2025-10-30, 09:37 AM 
		
	
	(2025-10-30, 08:22 AM)Necromind Wrote: I understood the question, I think. I have such files also grouped in different folders.
But I don't get it why JF should switch between different versions of the same movie, depending on the client watching it.
Since Jellyfin does a very efficient transcoding just keep the "best quality" of a file and JF manage the client capabilities automaticlly by transcoding the file in the required format.
I think the wrong way here is, putting lots of different encodings of the same file in this common library. There is no need to do so. It's simply wasted storage space.
So I think the issue is trying to adapt an old concept to JF, without the need to do so.
Ok, I think I get it.
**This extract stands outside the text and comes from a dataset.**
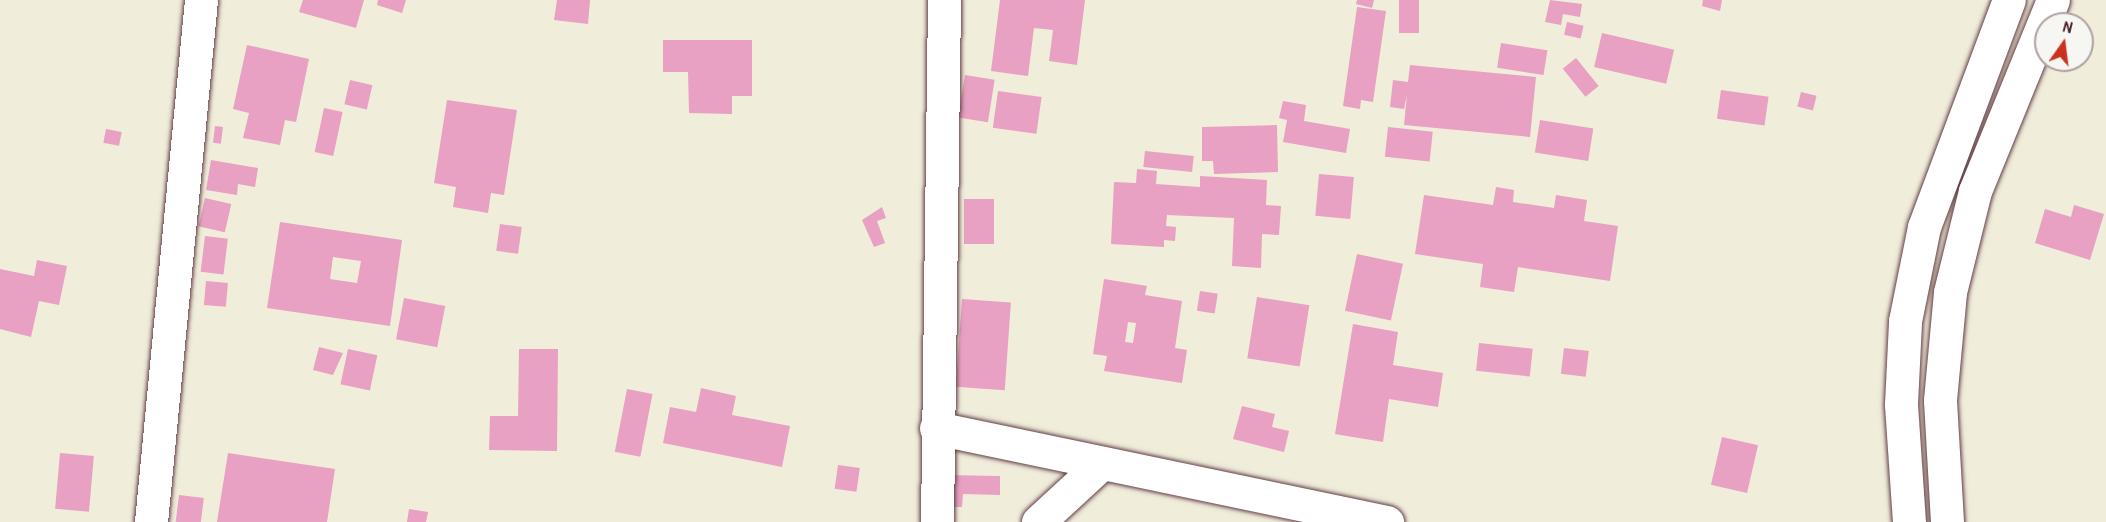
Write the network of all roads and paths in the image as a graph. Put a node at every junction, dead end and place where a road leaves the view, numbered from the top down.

He wants JF to detect the client's specifications and choose between two different encodes (1080 or 4K) rather than transcoding one of them.
That's actually a good question. I'm not sure if that's something it can do or not. I would be inclined to say no based on what the person above said. I'm not sure what goes into transcoding a 4K movie down to 1080p and if there is a loss of quality. I know some 4K encodes look worse than a 1080p one if it's not on a 4K HDR TV. But again, my transcoding knowledge is limited.
If this is a thing you can do, you probably have to put them in the same folder and follow very specific naming conventions. Or just put them both in the same library and edit the metadata name with a custom 4K tag or something.
I complain about Jellyfin a lot and have no idea what I'm doing.